Saved entries =>
● ● ● ●

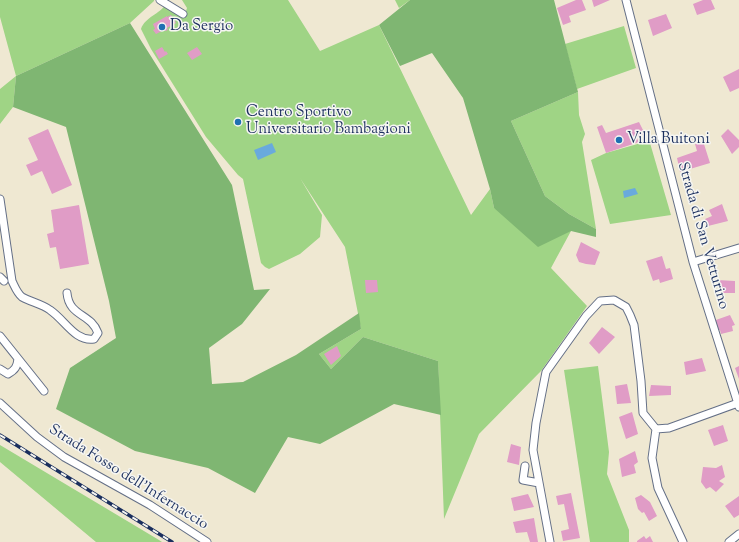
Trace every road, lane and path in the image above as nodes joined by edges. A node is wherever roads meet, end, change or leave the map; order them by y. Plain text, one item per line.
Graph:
1 (160, 0) edge
2 (626, 0) edge
3 (183, 14) dead end
4 (0, 199) edge
5 (739, 248) edge
6 (693, 262) junction
7 (67, 293) dead end
8 (0, 336) edge
9 (18, 359) junction
10 (0, 369) edge
11 (44, 391) dead end
12 (0, 403) edge
13 (738, 405) edge
14 (656, 429) junction
15 (525, 466) dead end
16 (539, 483) junction
17 (739, 534) edge
18 (206, 542) edge
19 (550, 542) edge
20 (683, 542) edge
21 (729, 542) edge

1 - 3 street
2 - 6 street, Strada di San Vetturino
4 - 7 street
5 - 6 street
6 - 13 street, Strada di San Vetturino
8 - 9 street
9 - 10 street
9 - 11 street
12 - 18 street, Strada Fosso dell'Infernaccio
13 - 14 street
14 - 16 street
14 - 20 street
15 - 16 street
16 - 19 street
17 - 21 street

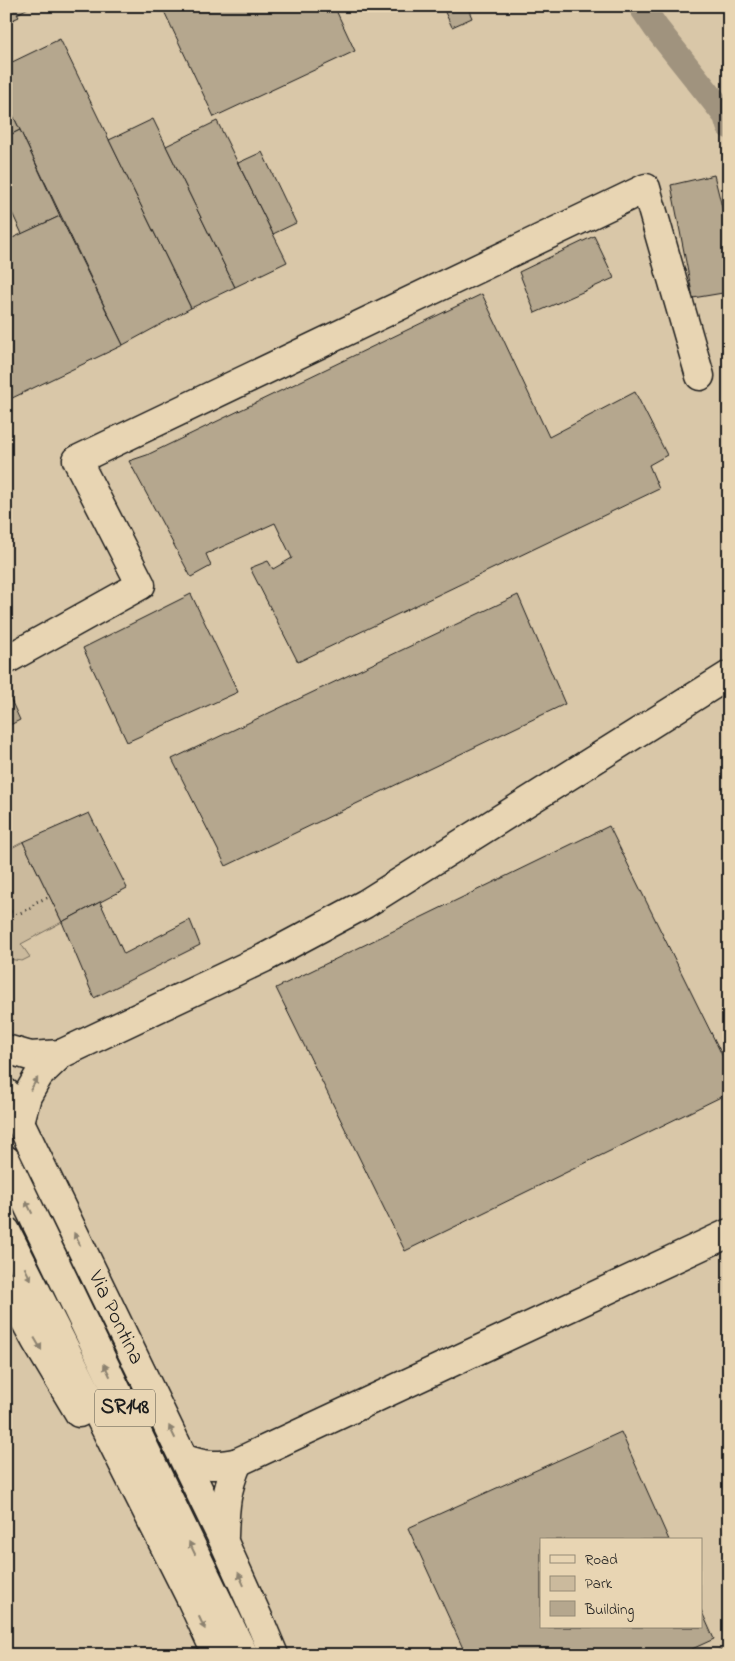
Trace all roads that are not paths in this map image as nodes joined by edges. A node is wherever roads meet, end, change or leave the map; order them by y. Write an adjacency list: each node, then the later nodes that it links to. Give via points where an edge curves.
1 (700, 376): 2 (main road, via 646,188 77,460 141,585)
2 (6, 660)
3 (729, 675): 5 (main road, via 365,904 264,958)
4 (6, 1050): 5 (main road, via 30,1056)
5 (61, 1054): 7 (main road, one-way to 5, via 27,1096 39,1075)
6 (6, 1093): 7 (main road, Via Pontina)
7 (20, 1122): 12 (main road, Via Pontina, one-way to 7)
8 (6, 1160): 17 (main road, SR148, one-way to 8)
9 (6, 1231): 15 (main road, SR148, one-way to 15)
10 (729, 1233): 13 (main road)
11 (6, 1286): 15 (main road, one-way to 15)
12 (185, 1459): 13 (main road, via 220,1466); 14 (main road, Via Pontina)
13 (238, 1462): 14 (main road, via 225,1504)
14 (224, 1542): 18 (main road, Via Pontina, one-way to 14)
15 (191, 1600): 16 (main road, SR148, one-way to 16)
16 (217, 1655)
17 (244, 1655)
18 (274, 1655)

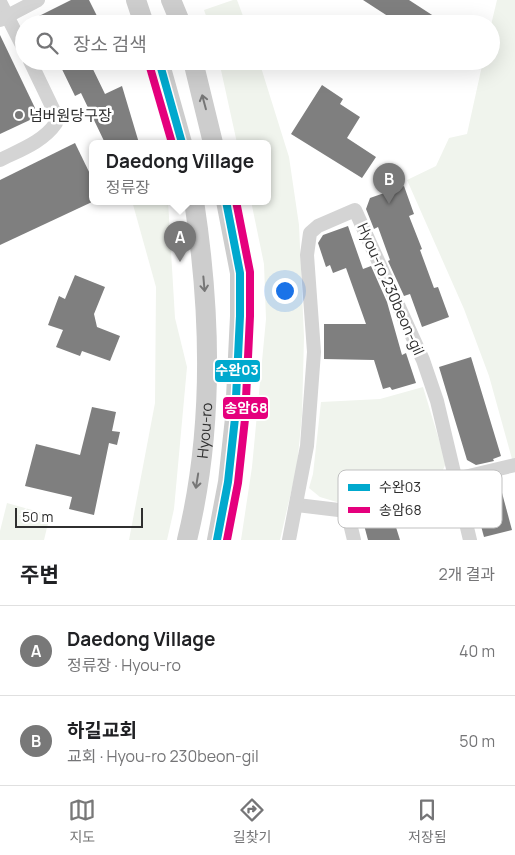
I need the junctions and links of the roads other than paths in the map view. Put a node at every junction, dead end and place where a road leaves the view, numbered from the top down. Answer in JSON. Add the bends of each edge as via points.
{"nodes":[{"id":1,"x":38,"y":0,"type":"edge"},
{"id":2,"x":136,"y":0,"type":"edge"},
{"id":3,"x":171,"y":0,"type":"edge"},
{"id":4,"x":0,"y":2,"type":"edge"},
{"id":5,"x":141,"y":15,"type":"edge"},
{"id":6,"x":177,"y":15,"type":"edge"},
{"id":7,"x":4,"y":18,"type":"edge"},
{"id":8,"x":15,"y":36,"type":"edge"},
{"id":9,"x":34,"y":70,"type":"edge"},
{"id":10,"x":162,"y":70,"type":"edge"},
{"id":11,"x":195,"y":70,"type":"edge"},
{"id":12,"x":181,"y":140,"type":"edge"},
{"id":13,"x":213,"y":140,"type":"edge"},
{"id":14,"x":0,"y":160,"type":"edge"},
{"id":15,"x":194,"y":205,"type":"edge"},
{"id":16,"x":227,"y":205,"type":"edge"},
{"id":17,"x":515,"y":465,"type":"edge"},
{"id":18,"x":454,"y":470,"type":"edge"},
{"id":19,"x":492,"y":470,"type":"edge"},
{"id":20,"x":296,"y":505,"type":"junction"},
{"id":21,"x":338,"y":510,"type":"edge"},
{"id":22,"x":187,"y":540,"type":"edge"},
{"id":23,"x":217,"y":540,"type":"edge"},
{"id":24,"x":289,"y":540,"type":"edge"}],
"edges":[{"from":1,"to":7,"type":"street"},
{"from":2,"to":5,"type":"main road"},
{"from":3,"to":6,"type":"main road"},
{"from":4,"to":7,"type":"street"},
{"from":7,"to":8,"type":"street"},
{"from":9,"to":14,"type":"street","via":[[55,113],[56,124],[40,140]]},
{"from":10,"to":12,"type":"main road"},
{"from":13,"to":11,"type":"main road","one_way":true},
{"from":15,"to":22,"type":"main road","name":"Hyou-ro","one_way":true,"via":[[208,352],[200,460]]},
{"from":16,"to":23,"type":"main road","name":"Hyou-ro","via":[[240,273],[240,316],[235,418]]},
{"from":17,"to":19,"type":"street"},
{"from":18,"to":20,"type":"street","name":"Hyou-ro 230beon-gil","via":[[423,360],[355,210],[318,226],[310,234],[307,255],[314,352],[308,446]]},
{"from":20,"to":21,"type":"street"},
{"from":20,"to":24,"type":"street","name":"Hyou-ro 230beon-gil"}]}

● ● ● ●

Problem requirements => All of the entries above should be retyped exactly, with the pictures left out.

Output of the task =>
Trace every road, lane and path in the image above as nodes joined by edges. A node is wherever roads meet, end, change or leave the map; order them by y. Plain text, one item per line.
Graph:
1 (160, 0) edge
2 (626, 0) edge
3 (183, 14) dead end
4 (0, 199) edge
5 (739, 248) edge
6 (693, 262) junction
7 (67, 293) dead end
8 (0, 336) edge
9 (18, 359) junction
10 (0, 369) edge
11 (44, 391) dead end
12 (0, 403) edge
13 (738, 405) edge
14 (656, 429) junction
15 (525, 466) dead end
16 (539, 483) junction
17 (739, 534) edge
18 (206, 542) edge
19 (550, 542) edge
20 (683, 542) edge
21 (729, 542) edge

1 - 3 street
2 - 6 street, Strada di San Vetturino
4 - 7 street
5 - 6 street
6 - 13 street, Strada di San Vetturino
8 - 9 street
9 - 10 street
9 - 11 street
12 - 18 street, Strada Fosso dell'Infernaccio
13 - 14 street
14 - 16 street
14 - 20 street
15 - 16 street
16 - 19 street
17 - 21 street

Trace all roads that are not paths in this map image as nodes joined by edges. A node is wherever roads meet, end, change or leave the map; order them by y. Write an adjacency list: each node, then the later nodes that it links to. Give via points where an edge curves.
1 (700, 376): 2 (main road, via 646,188 77,460 141,585)
2 (6, 660)
3 (729, 675): 5 (main road, via 365,904 264,958)
4 (6, 1050): 5 (main road, via 30,1056)
5 (61, 1054): 7 (main road, one-way to 5, via 27,1096 39,1075)
6 (6, 1093): 7 (main road, Via Pontina)
7 (20, 1122): 12 (main road, Via Pontina, one-way to 7)
8 (6, 1160): 17 (main road, SR148, one-way to 8)
9 (6, 1231): 15 (main road, SR148, one-way to 15)
10 (729, 1233): 13 (main road)
11 (6, 1286): 15 (main road, one-way to 15)
12 (185, 1459): 13 (main road, via 220,1466); 14 (main road, Via Pontina)
13 (238, 1462): 14 (main road, via 225,1504)
14 (224, 1542): 18 (main road, Via Pontina, one-way to 14)
15 (191, 1600): 16 (main road, SR148, one-way to 16)
16 (217, 1655)
17 (244, 1655)
18 (274, 1655)

I need the junctions and links of the roads other than paths in the map view. Put a node at every junction, dead end and place where a road leaves the view, numbered from the top down. Answer in JSON. Add the bends of each edge as via points.
{"nodes":[{"id":1,"x":38,"y":0,"type":"edge"},
{"id":2,"x":136,"y":0,"type":"edge"},
{"id":3,"x":171,"y":0,"type":"edge"},
{"id":4,"x":0,"y":2,"type":"edge"},
{"id":5,"x":141,"y":15,"type":"edge"},
{"id":6,"x":177,"y":15,"type":"edge"},
{"id":7,"x":4,"y":18,"type":"edge"},
{"id":8,"x":15,"y":36,"type":"edge"},
{"id":9,"x":34,"y":70,"type":"edge"},
{"id":10,"x":162,"y":70,"type":"edge"},
{"id":11,"x":195,"y":70,"type":"edge"},
{"id":12,"x":181,"y":140,"type":"edge"},
{"id":13,"x":213,"y":140,"type":"edge"},
{"id":14,"x":0,"y":160,"type":"edge"},
{"id":15,"x":194,"y":205,"type":"edge"},
{"id":16,"x":227,"y":205,"type":"edge"},
{"id":17,"x":515,"y":465,"type":"edge"},
{"id":18,"x":454,"y":470,"type":"edge"},
{"id":19,"x":492,"y":470,"type":"edge"},
{"id":20,"x":296,"y":505,"type":"junction"},
{"id":21,"x":338,"y":510,"type":"edge"},
{"id":22,"x":187,"y":540,"type":"edge"},
{"id":23,"x":217,"y":540,"type":"edge"},
{"id":24,"x":289,"y":540,"type":"edge"}],
"edges":[{"from":1,"to":7,"type":"street"},
{"from":2,"to":5,"type":"main road"},
{"from":3,"to":6,"type":"main road"},
{"from":4,"to":7,"type":"street"},
{"from":7,"to":8,"type":"street"},
{"from":9,"to":14,"type":"street","via":[[55,113],[56,124],[40,140]]},
{"from":10,"to":12,"type":"main road"},
{"from":13,"to":11,"type":"main road","one_way":true},
{"from":15,"to":22,"type":"main road","name":"Hyou-ro","one_way":true,"via":[[208,352],[200,460]]},
{"from":16,"to":23,"type":"main road","name":"Hyou-ro","via":[[240,273],[240,316],[235,418]]},
{"from":17,"to":19,"type":"street"},
{"from":18,"to":20,"type":"street","name":"Hyou-ro 230beon-gil","via":[[423,360],[355,210],[318,226],[310,234],[307,255],[314,352],[308,446]]},
{"from":20,"to":21,"type":"street"},
{"from":20,"to":24,"type":"street","name":"Hyou-ro 230beon-gil"}]}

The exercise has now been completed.